It is hard to think of a Budget or Autumn Statement that has been so comprehensively pre-briefed. There were few surprises and perhaps that was deliberate because there is little doubt George Osborne wanted the headline to be; 'growth is up, up, up'.
And, according to the statistics, it is. In the Budget, he predicted growth of 0.6% this year, but he now says it will hit 1.4% - a pretty stellar difference. Our economy is growing faster than those of any industrialised nation, he said, including Germany and the United States of America.
One might say that this is partly because our economic performance has lagged behind both these countries over the past few years and, now that confidence is finally returning, we are playing catch up.
It is certainly worth noting that growth is predicted to level off and the figures for the later years in the forecast period are actually lower than they were at the time of the Budget. But that kind of nuance is likely to be lost in the mist. There is no doubt we are finally on the up and the Chancellor is unequivocally claiming victory. Ed Balls will not recall this morning with affection.
But in headline terms, the pickings were slim. There was good news for business, particularly small shops, which should benefit from a 2% cap on rate rises and a £1,000 discount. Employers will not have to pay National Insurance on people they take on who are under the age of twenty-one.

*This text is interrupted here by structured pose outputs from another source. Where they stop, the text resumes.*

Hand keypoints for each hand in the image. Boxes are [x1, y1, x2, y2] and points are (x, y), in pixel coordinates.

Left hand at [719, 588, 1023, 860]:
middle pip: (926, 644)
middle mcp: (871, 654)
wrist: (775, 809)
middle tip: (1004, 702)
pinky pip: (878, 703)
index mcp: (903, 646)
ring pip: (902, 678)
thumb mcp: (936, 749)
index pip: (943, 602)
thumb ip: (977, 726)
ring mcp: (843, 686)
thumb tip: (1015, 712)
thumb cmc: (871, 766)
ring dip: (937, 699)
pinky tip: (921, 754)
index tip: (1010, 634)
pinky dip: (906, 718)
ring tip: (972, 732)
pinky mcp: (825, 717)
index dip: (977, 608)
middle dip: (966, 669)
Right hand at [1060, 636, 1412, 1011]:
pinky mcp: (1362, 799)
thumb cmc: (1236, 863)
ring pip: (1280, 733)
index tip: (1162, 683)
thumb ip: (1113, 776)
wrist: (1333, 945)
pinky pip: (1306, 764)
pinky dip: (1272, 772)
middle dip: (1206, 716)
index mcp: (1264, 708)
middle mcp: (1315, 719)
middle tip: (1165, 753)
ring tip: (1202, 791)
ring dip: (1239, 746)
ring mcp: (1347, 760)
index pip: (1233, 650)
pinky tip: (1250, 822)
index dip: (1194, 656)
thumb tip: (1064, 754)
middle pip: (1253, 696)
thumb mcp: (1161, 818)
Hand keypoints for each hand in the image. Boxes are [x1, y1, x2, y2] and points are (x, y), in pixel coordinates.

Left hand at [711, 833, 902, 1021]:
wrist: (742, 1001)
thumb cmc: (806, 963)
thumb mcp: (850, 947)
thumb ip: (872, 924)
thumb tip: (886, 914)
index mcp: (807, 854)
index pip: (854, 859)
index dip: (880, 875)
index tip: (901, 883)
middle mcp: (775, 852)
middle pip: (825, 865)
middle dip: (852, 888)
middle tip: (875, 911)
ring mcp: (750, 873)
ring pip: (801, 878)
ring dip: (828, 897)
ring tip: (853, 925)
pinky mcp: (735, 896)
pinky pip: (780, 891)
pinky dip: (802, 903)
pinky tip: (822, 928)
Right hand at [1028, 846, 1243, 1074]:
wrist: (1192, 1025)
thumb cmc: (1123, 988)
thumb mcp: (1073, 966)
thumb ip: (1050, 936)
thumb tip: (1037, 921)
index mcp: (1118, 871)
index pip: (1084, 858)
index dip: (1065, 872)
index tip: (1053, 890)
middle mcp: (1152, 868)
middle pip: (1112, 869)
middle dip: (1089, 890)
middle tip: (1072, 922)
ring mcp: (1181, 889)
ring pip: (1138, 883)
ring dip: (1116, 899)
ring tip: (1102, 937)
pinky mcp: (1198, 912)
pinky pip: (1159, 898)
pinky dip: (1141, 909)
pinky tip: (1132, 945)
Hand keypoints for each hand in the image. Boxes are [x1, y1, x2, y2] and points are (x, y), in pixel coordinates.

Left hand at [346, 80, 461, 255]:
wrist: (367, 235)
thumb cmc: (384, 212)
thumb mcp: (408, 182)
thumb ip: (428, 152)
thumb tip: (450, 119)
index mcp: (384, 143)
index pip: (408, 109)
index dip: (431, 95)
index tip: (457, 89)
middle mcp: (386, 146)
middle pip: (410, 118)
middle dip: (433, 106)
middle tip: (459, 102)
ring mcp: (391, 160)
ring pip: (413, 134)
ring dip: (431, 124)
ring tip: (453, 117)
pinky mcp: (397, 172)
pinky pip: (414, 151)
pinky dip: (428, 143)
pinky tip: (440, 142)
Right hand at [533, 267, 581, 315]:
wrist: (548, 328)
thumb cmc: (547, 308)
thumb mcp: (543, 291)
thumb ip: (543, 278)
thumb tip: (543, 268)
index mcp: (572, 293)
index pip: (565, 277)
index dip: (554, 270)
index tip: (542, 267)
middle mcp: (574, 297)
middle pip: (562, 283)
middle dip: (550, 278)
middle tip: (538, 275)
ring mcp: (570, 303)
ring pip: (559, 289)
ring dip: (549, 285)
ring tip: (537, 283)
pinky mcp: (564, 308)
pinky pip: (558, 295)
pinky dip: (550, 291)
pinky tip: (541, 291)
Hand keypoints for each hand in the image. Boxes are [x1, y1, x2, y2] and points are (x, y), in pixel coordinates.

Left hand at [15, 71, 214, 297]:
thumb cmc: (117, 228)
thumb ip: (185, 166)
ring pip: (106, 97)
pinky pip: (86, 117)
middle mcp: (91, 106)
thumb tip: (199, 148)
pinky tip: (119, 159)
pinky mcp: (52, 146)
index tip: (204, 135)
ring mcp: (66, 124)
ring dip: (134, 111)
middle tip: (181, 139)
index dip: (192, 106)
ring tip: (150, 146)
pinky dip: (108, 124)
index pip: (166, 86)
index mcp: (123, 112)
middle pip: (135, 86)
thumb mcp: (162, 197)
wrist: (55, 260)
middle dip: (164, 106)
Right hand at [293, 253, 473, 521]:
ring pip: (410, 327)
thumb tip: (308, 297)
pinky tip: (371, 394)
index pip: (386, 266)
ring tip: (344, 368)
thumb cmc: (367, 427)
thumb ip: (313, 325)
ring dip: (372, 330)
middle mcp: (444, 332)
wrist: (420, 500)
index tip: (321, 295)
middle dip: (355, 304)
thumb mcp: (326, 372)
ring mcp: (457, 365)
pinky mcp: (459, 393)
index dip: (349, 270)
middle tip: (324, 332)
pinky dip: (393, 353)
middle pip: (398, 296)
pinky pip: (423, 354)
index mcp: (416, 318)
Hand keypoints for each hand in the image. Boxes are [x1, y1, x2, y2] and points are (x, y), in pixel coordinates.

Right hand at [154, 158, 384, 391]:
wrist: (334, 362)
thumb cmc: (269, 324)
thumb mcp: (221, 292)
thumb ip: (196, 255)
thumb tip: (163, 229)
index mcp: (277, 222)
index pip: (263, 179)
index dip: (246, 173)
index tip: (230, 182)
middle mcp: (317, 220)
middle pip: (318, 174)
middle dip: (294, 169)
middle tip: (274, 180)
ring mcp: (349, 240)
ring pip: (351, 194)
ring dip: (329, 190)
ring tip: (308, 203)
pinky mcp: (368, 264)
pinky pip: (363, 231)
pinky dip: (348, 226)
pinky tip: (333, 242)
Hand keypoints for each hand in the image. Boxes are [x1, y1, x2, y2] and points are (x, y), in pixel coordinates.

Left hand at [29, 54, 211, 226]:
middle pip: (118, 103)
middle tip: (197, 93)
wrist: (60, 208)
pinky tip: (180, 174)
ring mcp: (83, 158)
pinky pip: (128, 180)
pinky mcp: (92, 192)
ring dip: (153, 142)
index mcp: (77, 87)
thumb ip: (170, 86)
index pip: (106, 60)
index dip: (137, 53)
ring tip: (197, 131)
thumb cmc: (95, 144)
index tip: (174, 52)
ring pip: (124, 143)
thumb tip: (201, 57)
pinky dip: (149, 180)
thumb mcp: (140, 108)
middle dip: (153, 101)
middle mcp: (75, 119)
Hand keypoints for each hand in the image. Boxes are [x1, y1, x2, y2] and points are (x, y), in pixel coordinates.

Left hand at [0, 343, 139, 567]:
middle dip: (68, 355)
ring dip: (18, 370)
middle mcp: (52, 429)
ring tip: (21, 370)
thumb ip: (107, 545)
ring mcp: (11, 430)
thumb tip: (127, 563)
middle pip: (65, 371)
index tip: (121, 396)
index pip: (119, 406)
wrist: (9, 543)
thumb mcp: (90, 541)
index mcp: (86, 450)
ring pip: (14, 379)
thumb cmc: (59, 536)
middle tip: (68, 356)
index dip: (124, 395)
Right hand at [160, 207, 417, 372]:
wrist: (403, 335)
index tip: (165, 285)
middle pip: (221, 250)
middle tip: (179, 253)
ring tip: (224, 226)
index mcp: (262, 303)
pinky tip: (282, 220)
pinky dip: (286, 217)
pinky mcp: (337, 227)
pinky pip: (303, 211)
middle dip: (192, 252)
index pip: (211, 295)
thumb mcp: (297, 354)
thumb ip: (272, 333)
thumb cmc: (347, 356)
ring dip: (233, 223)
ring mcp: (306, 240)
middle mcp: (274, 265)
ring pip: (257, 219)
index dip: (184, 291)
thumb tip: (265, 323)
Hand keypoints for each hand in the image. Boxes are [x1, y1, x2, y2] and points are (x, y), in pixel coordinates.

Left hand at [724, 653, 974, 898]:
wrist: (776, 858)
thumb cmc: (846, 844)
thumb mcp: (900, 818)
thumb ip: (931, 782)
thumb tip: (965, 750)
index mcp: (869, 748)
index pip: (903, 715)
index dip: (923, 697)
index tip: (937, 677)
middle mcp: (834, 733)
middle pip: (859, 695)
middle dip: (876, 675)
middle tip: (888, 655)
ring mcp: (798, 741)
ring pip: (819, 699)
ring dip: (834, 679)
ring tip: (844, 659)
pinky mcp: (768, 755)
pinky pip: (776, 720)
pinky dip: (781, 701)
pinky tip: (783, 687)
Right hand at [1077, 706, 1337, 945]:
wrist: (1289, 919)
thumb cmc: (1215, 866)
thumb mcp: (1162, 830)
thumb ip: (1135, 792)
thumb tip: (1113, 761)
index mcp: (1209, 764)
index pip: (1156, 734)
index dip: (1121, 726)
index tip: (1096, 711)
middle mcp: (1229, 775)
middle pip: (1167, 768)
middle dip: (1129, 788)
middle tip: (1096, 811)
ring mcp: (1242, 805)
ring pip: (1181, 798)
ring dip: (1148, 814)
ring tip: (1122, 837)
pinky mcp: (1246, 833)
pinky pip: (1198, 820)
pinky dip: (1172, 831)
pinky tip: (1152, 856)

There were a few populist measures. Fuel duty was frozen again and Russian billionaires and other foreign investors will now have to pay capital gains tax when they sell homes in this country (about time, one might say).
But I suspect we will have to wait until the next budget for more headline measures. The Chancellor wanted us to focus on one issue above all others; after years of bad news, the gloom is finally starting to recede.